WHAT IS BEING ASKED:
Copy out each line of the material in which the word "number" can be found.

(Beginning of MATERIAL TO PROCESS)

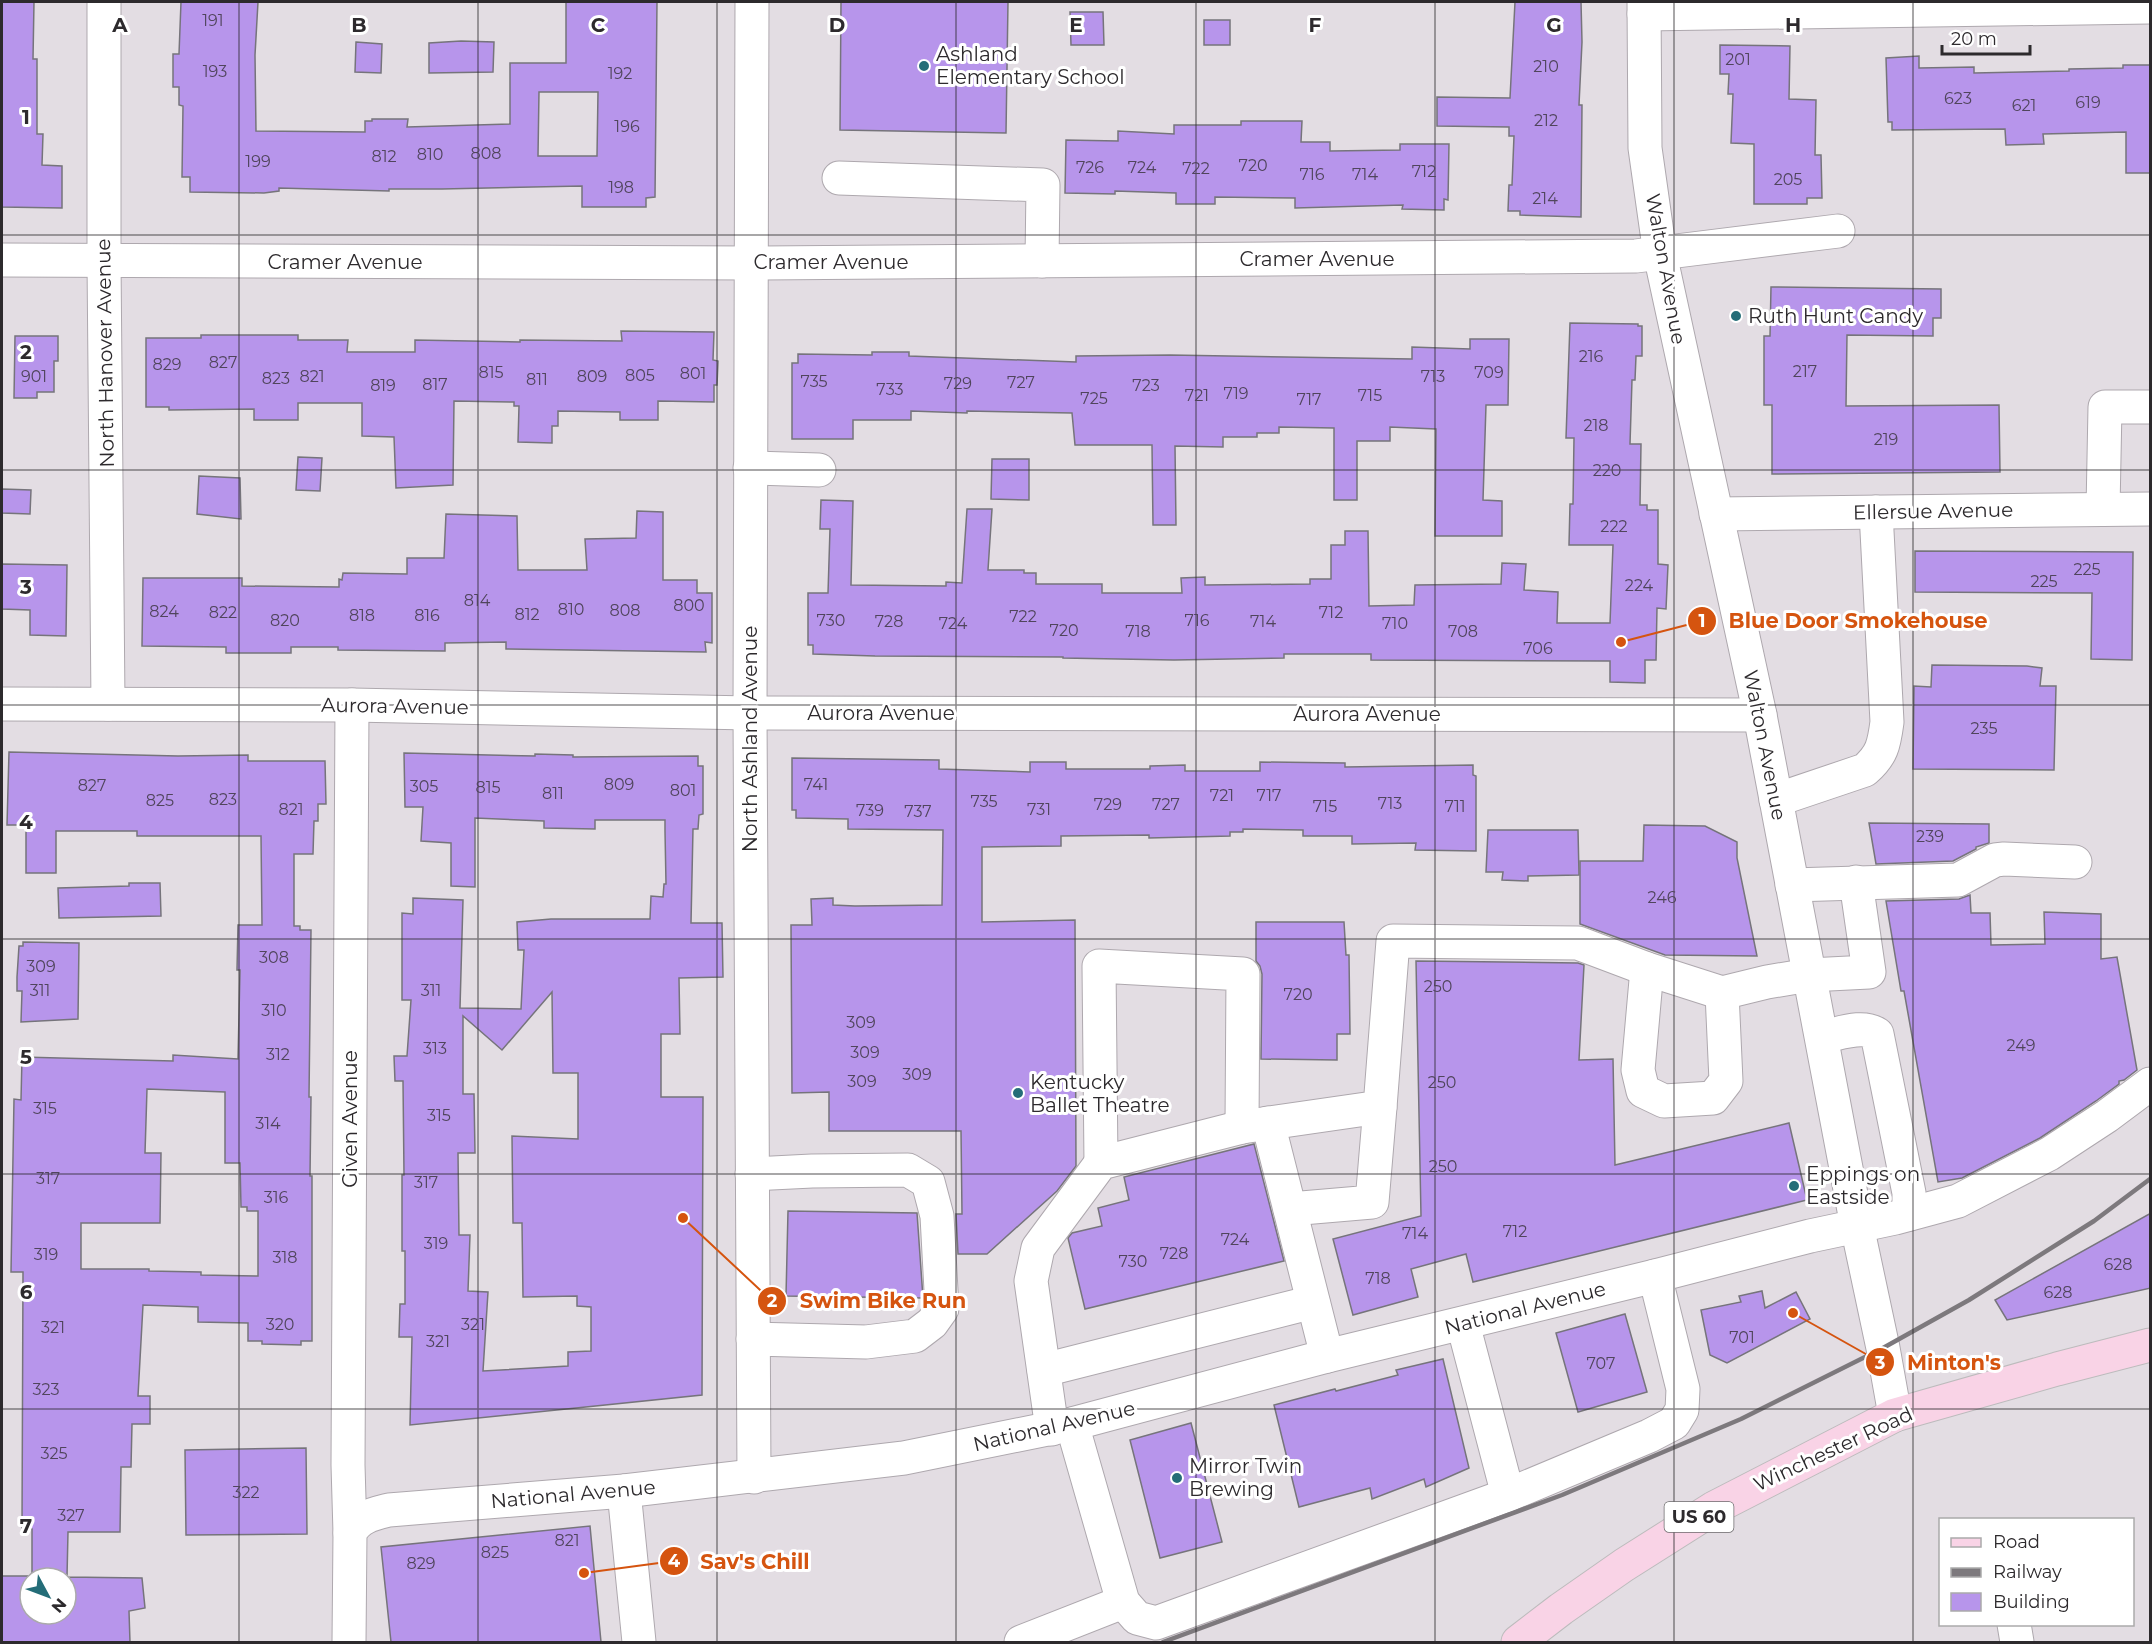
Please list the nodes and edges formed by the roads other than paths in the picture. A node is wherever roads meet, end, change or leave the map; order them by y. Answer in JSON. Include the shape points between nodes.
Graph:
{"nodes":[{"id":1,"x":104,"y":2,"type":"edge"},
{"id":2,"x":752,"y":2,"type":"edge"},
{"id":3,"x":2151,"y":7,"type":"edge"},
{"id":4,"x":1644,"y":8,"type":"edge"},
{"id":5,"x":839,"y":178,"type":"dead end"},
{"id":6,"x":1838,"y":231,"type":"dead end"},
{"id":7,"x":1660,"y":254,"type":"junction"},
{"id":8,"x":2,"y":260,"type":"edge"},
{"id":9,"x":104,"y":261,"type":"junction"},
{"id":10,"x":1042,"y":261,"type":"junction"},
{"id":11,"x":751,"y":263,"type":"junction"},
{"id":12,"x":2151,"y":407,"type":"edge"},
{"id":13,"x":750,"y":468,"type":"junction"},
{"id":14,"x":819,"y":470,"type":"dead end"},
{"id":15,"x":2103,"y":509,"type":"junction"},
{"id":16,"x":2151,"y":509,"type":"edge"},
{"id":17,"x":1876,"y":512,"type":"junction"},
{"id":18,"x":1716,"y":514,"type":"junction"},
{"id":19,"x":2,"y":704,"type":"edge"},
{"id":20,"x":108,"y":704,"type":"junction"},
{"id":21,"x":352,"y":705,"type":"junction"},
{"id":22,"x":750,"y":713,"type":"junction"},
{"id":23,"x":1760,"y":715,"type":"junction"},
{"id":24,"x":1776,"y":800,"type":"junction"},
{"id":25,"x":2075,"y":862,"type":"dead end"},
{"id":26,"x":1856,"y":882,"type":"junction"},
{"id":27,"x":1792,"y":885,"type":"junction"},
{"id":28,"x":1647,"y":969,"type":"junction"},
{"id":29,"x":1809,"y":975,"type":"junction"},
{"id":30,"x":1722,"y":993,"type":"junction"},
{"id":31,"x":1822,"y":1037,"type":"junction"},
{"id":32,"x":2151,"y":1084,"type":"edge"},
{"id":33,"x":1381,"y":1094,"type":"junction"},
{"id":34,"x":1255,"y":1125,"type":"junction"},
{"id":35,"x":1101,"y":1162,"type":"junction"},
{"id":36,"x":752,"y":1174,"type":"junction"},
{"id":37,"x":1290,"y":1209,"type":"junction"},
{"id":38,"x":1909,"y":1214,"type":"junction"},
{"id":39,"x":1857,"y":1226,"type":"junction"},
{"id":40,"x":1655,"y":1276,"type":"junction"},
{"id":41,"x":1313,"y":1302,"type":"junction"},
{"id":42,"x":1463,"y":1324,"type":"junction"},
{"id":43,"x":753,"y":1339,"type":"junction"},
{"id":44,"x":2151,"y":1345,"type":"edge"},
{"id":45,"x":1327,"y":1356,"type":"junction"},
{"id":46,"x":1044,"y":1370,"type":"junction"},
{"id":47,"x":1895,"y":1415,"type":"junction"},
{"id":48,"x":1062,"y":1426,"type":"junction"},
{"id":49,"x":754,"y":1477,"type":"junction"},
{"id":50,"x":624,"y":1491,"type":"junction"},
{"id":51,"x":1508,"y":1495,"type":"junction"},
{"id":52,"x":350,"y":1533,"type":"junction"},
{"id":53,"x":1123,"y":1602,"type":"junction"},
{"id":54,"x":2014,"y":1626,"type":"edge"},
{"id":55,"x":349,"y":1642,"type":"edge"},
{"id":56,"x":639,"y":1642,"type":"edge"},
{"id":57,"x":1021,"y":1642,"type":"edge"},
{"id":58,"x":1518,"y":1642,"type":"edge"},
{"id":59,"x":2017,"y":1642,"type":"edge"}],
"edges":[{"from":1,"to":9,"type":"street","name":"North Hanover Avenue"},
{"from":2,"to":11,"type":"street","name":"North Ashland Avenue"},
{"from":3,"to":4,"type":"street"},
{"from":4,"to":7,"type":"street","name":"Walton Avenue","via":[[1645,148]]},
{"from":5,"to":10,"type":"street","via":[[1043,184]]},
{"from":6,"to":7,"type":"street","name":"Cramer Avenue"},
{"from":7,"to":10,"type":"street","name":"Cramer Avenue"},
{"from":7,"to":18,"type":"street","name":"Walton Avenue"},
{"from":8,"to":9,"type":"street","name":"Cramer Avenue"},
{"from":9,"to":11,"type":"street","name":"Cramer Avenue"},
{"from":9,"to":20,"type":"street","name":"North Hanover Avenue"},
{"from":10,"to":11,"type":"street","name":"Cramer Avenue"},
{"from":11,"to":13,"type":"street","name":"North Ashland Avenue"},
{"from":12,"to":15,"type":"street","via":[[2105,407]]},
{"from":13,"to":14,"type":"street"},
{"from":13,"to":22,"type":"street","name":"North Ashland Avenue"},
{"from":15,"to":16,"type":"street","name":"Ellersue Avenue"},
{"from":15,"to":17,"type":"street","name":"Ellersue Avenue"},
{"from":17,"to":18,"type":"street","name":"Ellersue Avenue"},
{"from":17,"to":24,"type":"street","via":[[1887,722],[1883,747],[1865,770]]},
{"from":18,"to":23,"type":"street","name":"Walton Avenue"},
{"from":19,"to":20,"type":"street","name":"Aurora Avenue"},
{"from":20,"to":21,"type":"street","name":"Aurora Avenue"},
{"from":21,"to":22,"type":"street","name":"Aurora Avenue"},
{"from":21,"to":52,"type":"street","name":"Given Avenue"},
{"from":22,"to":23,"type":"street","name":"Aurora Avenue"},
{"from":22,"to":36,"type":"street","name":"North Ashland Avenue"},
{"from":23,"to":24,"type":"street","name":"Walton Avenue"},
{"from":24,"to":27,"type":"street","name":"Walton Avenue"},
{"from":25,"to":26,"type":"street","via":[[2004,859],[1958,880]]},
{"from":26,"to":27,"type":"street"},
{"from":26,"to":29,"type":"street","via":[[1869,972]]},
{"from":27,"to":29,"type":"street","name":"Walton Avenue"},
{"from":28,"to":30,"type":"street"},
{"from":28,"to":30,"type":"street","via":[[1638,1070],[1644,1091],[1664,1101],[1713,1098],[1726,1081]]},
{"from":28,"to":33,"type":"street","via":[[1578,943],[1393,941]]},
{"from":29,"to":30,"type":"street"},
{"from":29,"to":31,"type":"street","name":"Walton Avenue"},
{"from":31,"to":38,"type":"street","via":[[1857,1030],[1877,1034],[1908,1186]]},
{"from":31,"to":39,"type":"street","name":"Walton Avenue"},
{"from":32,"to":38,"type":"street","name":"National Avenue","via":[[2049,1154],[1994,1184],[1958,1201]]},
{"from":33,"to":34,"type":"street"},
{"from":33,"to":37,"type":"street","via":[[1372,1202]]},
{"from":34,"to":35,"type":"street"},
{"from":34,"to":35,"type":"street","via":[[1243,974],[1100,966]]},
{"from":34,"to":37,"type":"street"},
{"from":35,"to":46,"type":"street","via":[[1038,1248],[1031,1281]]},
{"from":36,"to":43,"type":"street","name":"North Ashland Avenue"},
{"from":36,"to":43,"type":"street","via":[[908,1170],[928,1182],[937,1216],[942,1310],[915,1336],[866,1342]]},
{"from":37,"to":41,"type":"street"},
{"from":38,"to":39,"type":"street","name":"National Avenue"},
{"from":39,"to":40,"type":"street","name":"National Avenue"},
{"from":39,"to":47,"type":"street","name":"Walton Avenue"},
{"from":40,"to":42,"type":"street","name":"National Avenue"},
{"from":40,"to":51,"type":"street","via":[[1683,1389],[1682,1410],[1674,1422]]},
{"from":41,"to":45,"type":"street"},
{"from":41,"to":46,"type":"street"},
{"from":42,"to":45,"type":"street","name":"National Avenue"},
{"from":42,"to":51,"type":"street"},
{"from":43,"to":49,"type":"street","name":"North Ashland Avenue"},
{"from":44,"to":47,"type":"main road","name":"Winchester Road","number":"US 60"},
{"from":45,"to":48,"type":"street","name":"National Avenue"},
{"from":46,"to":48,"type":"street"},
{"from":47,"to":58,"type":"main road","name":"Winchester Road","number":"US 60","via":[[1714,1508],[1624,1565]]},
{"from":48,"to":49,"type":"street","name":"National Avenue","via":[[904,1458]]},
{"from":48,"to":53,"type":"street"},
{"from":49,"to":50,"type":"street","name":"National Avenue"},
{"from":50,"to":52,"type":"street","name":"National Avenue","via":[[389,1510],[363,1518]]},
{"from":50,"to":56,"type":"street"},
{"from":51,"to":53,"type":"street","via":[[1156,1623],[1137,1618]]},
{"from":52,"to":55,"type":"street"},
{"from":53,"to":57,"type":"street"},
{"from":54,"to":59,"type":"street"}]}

(End of MATERIAL TO PROCESS)

EXERCISE RESULT:
{"from":44,"to":47,"type":"main road","name":"Winchester Road","number":"US 60"},
{"from":47,"to":58,"type":"main road","name":"Winchester Road","number":"US 60","via":[[1714,1508],[1624,1565]]},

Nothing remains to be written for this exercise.